The world's rivers are in a crisis of ominous proportions, according to a new global analysis.

The report is the first to simultaneously account for the effects on the health of the world's rivers of such things as pollution, dam building, agricultural runoff, the conversion of wetlands and the introduction of exotic species.

The resulting portrait is grim, revealing that nearly 80% of humans live in areas where river waters are highly threatened, posing major problems to both human water security and aquatic environments where thousands of species of plants and animals are at risk of extinction.

The report was authored by an international team led by Charles J. Vörösmarty of the City University of New York, an expert on global water resources, and Peter B. McIntyre, a professor of zoology at the University of Wisconsin-Madison's Center for Limnology and an expert on freshwater biodiversity.

Says Vörösmarty: "What we've discovered is that when you map out these many sources of threat, you see a fully global syndrome of river degradation. We find a real stew of chemicals flowing through our waterways. We know it is far more cost effective to protect these water systems in the first place. So, the current emphasis on treating the symptoms rather than the underlying causes makes little sense from a water security standpoint or a biodiversity standpoint, or for that matter an economic standpoint."

Among the startling conclusions: rivers in the developed world, including much of the United States and Western Europe, are under severe threat despite decades of attention to pollution control and investments in environmental protection. Huge investments in water technology and treatment reduce threats to humans, but mainly in developed nations, and leave biodiversity in both developed and developing countries under high levels of threat, according to the new report.

"What made our jaws drop is that some of the highest threat levels in the world are in the United States and Europe," says McIntyre, who began work on the project as a Smith Fellow at the University of Michigan. "Americans tend to think water pollution problems are pretty well under control, but we still face enormous challenges."

Rivers of the world least at risk are those where human populations are smallest. Rivers in arctic regions and relatively inaccessible areas of the tropics appear to be in the best health.

The hard lessons learned by the developed world, says McIntyre, can help governments and planners in other parts of the world avoid the same mistakes and experiment with strategies for promoting water security and protecting biodiversity. Instead of investing billions of dollars in expensive remediation technologies, strategies such as protecting watersheds, for example, can reduce the costs of drinking water treatment, preserve floodplains for flood protection and enhance rural livelihoods.

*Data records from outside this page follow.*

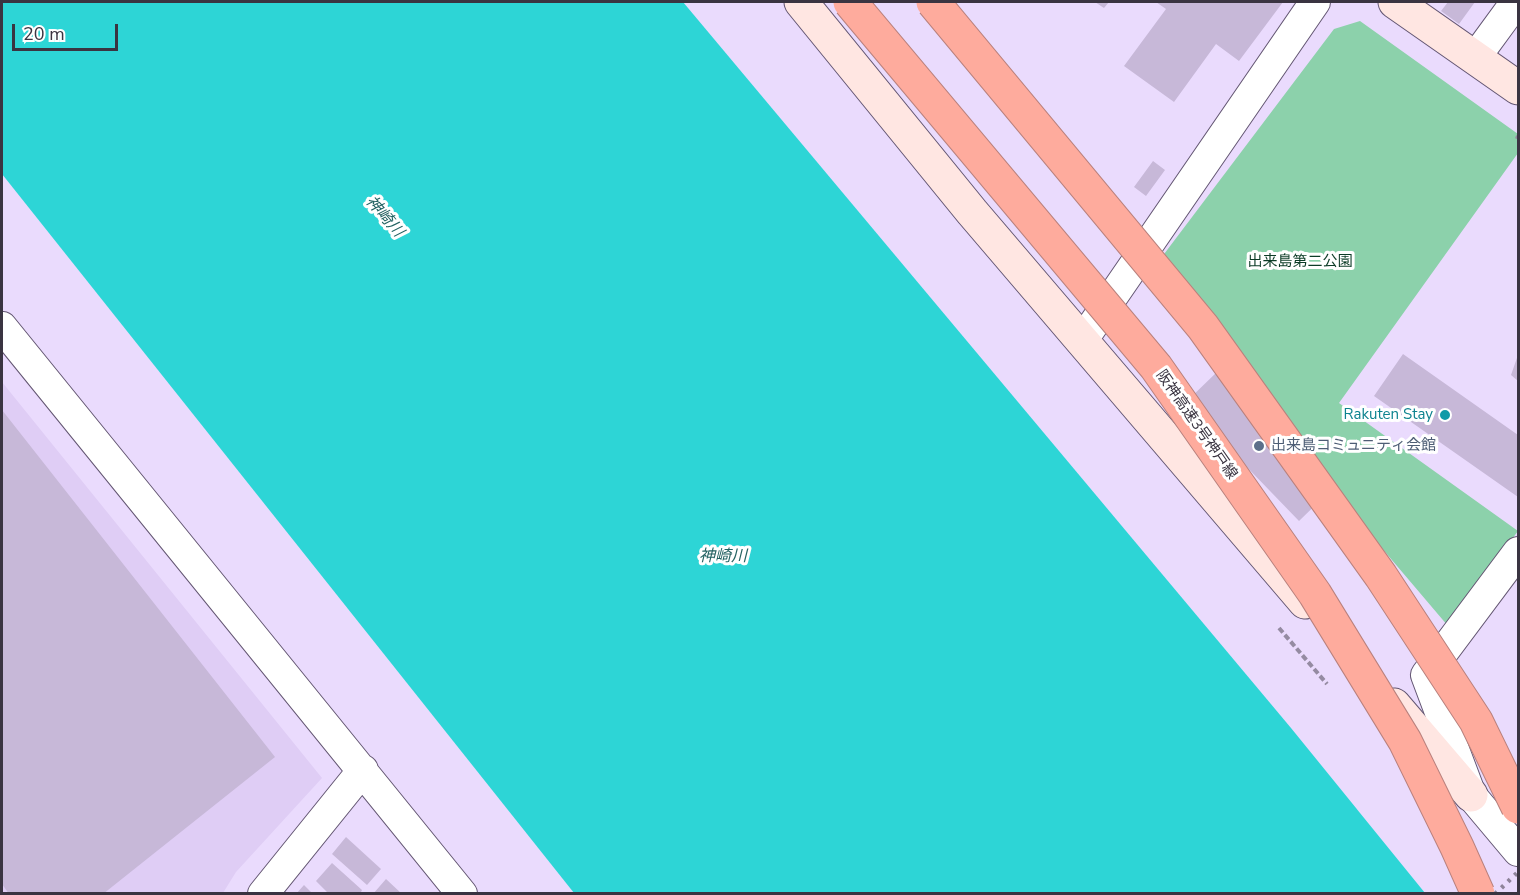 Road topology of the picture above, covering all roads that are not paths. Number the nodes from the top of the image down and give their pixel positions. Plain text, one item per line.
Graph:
1 (801, 2) edge
2 (850, 2) edge
3 (933, 2) edge
4 (1315, 2) edge
5 (1395, 2) edge
6 (1516, 2) edge
7 (1475, 58) junction
8 (1518, 88) edge
9 (2, 327) edge
10 (1082, 341) junction
11 (1518, 552) edge
12 (363, 770) junction
13 (1471, 795) junction
14 (1518, 807) edge
15 (1518, 851) edge
16 (262, 894) edge
17 (462, 894) edge
18 (1478, 894) edge

1 - 10 street
2 - 18 highway, 阪神高速3号神戸線, bridge
3 - 14 highway, bridge
4 - 10 street
5 - 7 street
6 - 7 street
7 - 8 street
9 - 12 street
10 - 13 street
11 - 13 street
12 - 16 street
12 - 17 street
13 - 15 street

The analysis used data sets on river stressors around the world. Built into state-of-the-art computer models, the data yield maps that integrate all of the individual stressors into aggregate indices of threat. The same strategy and data, say Vörösmarty and McIntyre, can be used by governments worldwide to assess river health and improve approaches to protecting human and biodiversity interests.

"We've created a systematic framework to look at the human water security and biodiversity domains on an equal footing," Vörösmarty says. "We can now begin presenting different options to decision makers to create environmental blueprints for the future."

The work underpinning the study was funded by the Earth System Science Partnership, an international scientific consortium that supports research on global environmental change; the Bonn-based Global Water System Project, an interdisciplinary research effort to articulate human-water interactions; and Paris-based DIVERSITAS, an international collaborative whose mission includes providing accurate scientific information related to issues of biodiversity. The work was also supported by the National Science Foundation, NASA, the Global Environmental Facility, and the Society for Conservation Biology's Smith Fellowship Program.